28 Feb, 2024

Incident Preparedness is Cheaper than Incident Response

Category: Education | Insight | Security Incident Handling
Graphic of a scale with circles on each side of scale, the heavier side text reading incident response and the other reading incident preparedness over a back ground with money bags with crypto symbols on the bags

Getting ahead of security incidents with planning and practice is a perfect example of an ounce of prevention being worth a pound of cure. The worst security incidents – those resulting in the greatest financial and brand damage, the longest and most expensive recovery time, the most costly and distracting lawsuits and regulatory actions, the most embarrassing public relations fiascos – happen when they occur at companies that haven’t created and tested a comprehensive incident response plan.  

The Cost of Incident Preparedness 

Whether you do it yourself or bring in help, security incident preparedness takes investment. The right Core Incident Response Team members must be assembled, then given support, time and resources.  

They must be supported by cross-department incident response policies and procedures that have been created holistically, to support effective cooperation in a real-life security incident scenario.  

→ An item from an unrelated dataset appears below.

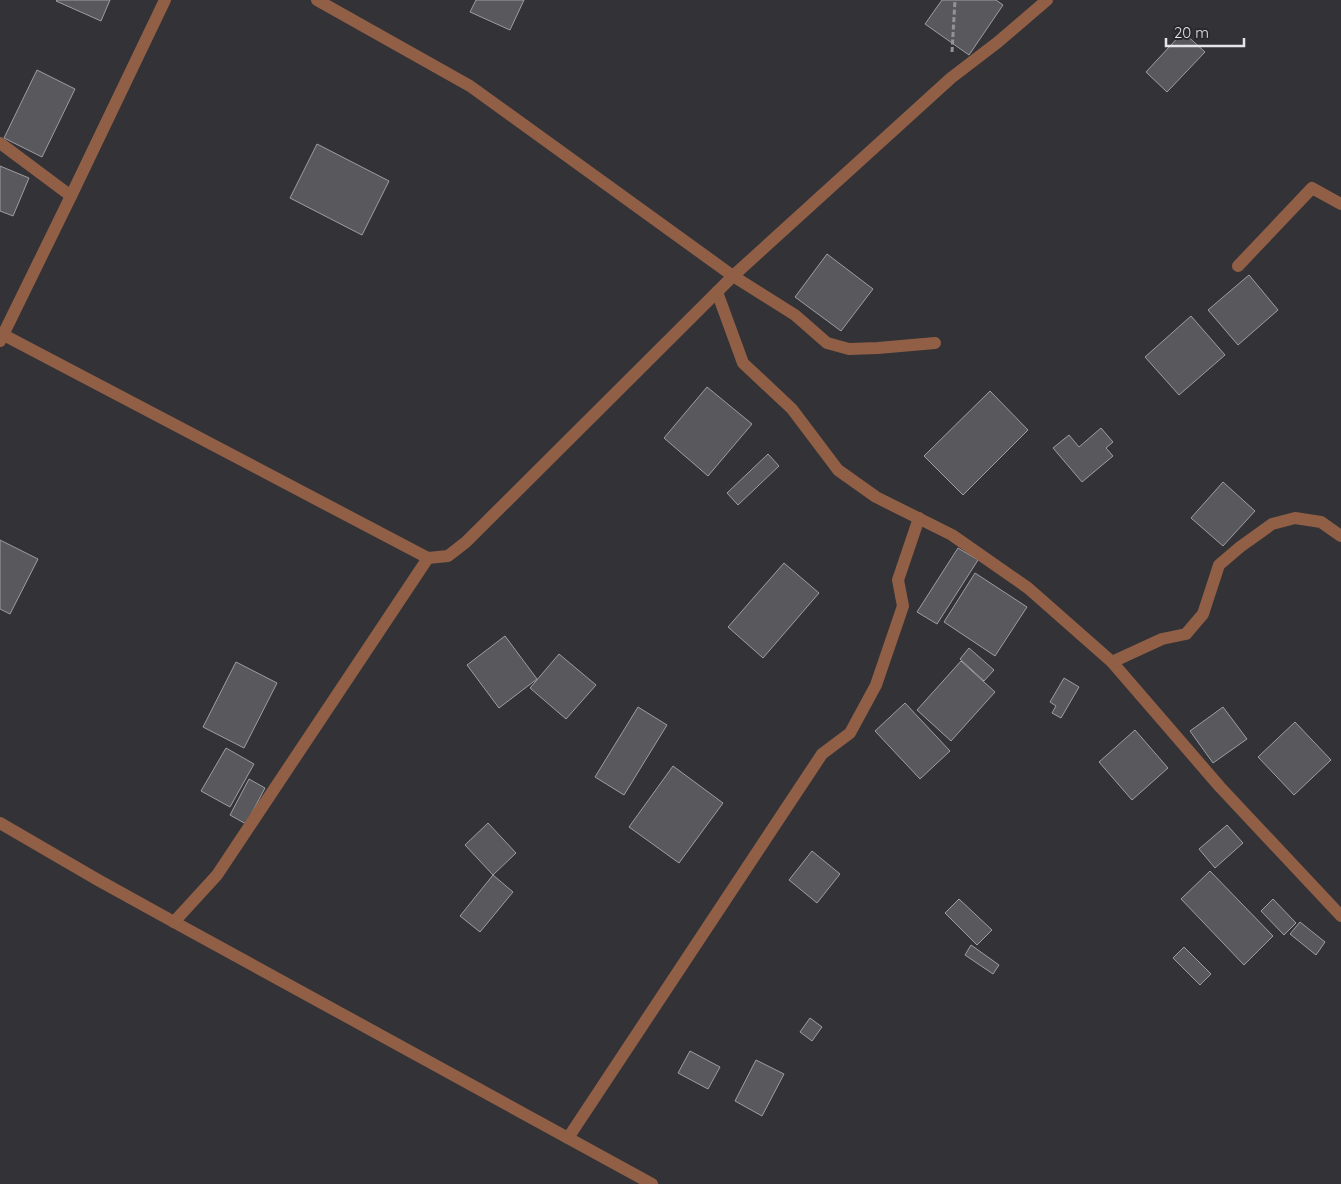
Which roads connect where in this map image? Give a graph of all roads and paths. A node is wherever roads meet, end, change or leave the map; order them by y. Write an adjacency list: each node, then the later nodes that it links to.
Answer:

Your organization will need time to create or update policies and procedures, and to ensure your Security Incident Runbook supports your policies and procedures. 

And you will need to regularly run thorough and realistic drills on every aspect of security IR to ensure your team will be efficient and effective when they’re called upon to put the plan into play.  

The Cost of Incident Response 

Incident response is always – always – less expensive when the organization has properly invested in security incident preparedness. The reason is obvious: the time to decide who does what and what is where is not in the middle of learning that your primary customer data store – the one containing all the personally identifiable customer data – has been breached and criminals are downloading your secrets. 

Although any security incident will result in lost time and lost money, an incident that is handled properly can actually increase stakeholder confidence in the firm and improve your public reputation.  

Conversely, when an unprepared company is hacked or hit with another information security incident or a physical security event, the costs can be catastrophic. Being caught on the back foot means that any incident response is likely to happen more slowly and less efficiently than necessary.  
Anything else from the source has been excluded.